Le 15 septembre 2016, la Cour suprême du Canada a rendu un arrêt très attendu dans le domaine de l'assurance chantier..
Les faits
Le propriétaire de ce qui allait devenir les tours Epcor à Edmonton, Station Lands Ltd. (« Station »), mandate l'entrepreneur général Ledcor Construction Ltd. (« Ledcor ») pour mener à terme le projet de construction.
Pour couvrir les dommages, Station et Ledcor souscrivent une assurance tous risques de type assurance chantier qui bénéficie aussi à tous les sous-traitants.
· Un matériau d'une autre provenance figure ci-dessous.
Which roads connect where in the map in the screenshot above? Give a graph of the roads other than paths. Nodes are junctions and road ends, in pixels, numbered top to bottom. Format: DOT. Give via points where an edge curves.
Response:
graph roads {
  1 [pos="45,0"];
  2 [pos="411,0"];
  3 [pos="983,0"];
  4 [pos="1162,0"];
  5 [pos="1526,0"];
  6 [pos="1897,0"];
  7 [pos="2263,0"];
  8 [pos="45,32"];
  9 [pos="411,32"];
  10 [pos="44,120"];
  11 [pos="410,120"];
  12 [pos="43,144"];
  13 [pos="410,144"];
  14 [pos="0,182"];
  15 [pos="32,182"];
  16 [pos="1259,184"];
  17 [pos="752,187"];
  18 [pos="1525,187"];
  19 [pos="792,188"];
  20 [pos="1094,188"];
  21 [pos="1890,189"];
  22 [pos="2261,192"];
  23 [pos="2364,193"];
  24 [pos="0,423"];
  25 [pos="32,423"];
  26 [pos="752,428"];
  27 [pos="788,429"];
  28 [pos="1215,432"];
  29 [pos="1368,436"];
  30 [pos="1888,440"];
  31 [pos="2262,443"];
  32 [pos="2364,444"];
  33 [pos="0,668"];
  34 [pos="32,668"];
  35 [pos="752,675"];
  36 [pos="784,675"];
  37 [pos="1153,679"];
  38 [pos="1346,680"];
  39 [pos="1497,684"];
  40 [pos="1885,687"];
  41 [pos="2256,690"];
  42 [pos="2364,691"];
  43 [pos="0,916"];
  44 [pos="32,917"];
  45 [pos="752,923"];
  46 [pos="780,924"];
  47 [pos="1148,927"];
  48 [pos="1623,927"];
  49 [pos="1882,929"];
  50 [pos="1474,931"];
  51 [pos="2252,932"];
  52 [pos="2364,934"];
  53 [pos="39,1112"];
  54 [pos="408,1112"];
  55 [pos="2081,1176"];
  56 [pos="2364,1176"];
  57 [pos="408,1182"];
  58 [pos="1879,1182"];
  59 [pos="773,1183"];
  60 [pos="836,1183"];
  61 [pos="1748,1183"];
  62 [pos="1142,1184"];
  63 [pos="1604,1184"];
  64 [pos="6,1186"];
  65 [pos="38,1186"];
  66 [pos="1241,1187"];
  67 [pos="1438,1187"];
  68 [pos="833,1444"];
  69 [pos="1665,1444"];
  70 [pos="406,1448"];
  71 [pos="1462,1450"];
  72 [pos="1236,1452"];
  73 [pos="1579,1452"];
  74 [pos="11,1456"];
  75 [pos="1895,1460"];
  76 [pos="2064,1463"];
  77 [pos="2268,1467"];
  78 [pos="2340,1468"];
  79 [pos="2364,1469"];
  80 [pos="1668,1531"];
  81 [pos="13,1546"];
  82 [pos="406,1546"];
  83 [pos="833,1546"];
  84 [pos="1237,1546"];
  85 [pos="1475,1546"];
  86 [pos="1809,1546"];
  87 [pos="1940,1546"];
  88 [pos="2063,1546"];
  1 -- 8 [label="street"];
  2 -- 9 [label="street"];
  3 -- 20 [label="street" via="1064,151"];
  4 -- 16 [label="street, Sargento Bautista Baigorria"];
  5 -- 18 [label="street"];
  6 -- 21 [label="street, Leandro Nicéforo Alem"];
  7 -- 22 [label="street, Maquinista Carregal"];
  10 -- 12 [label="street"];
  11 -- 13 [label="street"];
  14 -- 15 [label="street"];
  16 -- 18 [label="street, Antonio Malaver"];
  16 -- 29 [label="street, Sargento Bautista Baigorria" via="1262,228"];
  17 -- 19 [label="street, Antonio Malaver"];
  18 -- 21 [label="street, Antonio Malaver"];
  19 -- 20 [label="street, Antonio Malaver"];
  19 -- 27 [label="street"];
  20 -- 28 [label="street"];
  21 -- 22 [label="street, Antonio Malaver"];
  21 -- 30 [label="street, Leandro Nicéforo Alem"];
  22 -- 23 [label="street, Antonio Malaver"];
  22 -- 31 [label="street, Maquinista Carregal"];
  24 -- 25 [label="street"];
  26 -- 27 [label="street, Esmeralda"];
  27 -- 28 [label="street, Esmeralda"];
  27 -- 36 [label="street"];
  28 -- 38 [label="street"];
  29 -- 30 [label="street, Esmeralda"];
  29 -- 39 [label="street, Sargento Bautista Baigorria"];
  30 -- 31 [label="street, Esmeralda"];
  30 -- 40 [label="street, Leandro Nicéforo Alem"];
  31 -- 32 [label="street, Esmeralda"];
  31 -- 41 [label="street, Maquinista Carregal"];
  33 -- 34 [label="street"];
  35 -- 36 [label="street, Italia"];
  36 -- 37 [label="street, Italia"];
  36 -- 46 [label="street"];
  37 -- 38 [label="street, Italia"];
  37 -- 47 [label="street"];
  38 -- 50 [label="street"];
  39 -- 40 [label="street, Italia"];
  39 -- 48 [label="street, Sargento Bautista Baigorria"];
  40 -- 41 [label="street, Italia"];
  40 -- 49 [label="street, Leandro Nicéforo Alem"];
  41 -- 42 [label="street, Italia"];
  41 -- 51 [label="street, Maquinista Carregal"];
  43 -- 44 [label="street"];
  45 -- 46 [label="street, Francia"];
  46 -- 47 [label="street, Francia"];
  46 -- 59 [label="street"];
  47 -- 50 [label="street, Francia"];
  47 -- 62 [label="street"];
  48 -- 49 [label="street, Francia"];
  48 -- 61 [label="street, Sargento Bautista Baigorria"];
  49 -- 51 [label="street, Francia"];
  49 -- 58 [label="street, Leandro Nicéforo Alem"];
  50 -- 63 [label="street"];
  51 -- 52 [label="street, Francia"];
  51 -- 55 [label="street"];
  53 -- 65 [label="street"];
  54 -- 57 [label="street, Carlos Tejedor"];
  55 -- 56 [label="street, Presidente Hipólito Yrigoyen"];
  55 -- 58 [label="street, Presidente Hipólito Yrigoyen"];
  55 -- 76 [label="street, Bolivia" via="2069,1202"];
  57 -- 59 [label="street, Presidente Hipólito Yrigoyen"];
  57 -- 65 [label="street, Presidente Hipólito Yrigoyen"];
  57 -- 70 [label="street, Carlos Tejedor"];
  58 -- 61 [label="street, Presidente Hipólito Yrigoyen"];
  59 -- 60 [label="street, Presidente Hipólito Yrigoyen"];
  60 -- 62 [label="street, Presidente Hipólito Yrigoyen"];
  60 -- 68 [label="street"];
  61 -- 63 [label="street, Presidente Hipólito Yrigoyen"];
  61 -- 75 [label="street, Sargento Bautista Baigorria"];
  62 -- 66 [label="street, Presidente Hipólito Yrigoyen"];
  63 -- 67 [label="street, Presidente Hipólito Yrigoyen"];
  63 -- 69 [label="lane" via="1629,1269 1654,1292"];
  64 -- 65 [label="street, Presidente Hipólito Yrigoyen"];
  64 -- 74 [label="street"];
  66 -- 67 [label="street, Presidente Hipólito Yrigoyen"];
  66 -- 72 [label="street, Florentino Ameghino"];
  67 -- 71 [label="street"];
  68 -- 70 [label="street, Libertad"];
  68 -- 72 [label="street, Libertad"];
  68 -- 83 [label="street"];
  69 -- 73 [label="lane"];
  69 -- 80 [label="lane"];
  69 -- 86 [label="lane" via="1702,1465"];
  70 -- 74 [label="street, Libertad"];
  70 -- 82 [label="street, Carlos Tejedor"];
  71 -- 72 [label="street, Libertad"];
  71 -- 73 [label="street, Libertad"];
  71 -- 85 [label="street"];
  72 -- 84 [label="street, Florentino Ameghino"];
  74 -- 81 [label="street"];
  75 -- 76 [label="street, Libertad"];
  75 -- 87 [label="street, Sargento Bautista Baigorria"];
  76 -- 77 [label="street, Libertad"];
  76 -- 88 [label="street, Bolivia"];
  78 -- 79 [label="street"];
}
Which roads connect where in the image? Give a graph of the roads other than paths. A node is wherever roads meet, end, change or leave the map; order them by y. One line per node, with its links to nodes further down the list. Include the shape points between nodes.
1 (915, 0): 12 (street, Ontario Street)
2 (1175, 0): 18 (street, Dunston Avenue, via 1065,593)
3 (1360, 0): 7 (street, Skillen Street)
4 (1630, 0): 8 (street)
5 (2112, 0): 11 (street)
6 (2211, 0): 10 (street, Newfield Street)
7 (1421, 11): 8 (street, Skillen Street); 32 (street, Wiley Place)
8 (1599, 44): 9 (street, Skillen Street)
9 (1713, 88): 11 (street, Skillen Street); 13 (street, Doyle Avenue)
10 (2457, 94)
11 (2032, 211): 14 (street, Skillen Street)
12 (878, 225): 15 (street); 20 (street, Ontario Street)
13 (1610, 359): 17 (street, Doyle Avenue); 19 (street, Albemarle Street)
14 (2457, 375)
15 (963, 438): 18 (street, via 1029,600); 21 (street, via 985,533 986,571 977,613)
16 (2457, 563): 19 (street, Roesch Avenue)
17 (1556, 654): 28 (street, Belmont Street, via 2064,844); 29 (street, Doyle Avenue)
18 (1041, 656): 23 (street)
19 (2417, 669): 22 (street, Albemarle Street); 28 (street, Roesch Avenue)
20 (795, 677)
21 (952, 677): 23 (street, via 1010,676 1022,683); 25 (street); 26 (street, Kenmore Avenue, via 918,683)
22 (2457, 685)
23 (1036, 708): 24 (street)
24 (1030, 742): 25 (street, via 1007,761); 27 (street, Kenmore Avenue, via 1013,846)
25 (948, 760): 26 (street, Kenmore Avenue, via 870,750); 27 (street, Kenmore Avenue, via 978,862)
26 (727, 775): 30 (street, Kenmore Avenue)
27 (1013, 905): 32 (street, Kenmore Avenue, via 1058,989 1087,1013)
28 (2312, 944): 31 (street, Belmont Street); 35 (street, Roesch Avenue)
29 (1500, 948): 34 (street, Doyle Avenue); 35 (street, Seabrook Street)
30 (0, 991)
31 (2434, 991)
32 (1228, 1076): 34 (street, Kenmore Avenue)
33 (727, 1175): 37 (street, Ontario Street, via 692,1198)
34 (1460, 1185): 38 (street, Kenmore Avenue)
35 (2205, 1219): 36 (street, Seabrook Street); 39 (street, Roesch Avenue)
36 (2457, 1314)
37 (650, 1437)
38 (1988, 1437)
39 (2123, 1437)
Vers la fin du projet, les vitres de la tour ont été salies et requièrent un nettoyage. Station embauche alors l’entreprise de lavage de vitres Bristol Cleaning (« Bristol ») qui est responsable de gérer la réalisation des travaux de nettoyage des vitres, incluant la fourniture de ses propres outils, méthodes et produits. Bristol égratigne les vitres qui ont dû être remplacées à un coût de 2,5 M$.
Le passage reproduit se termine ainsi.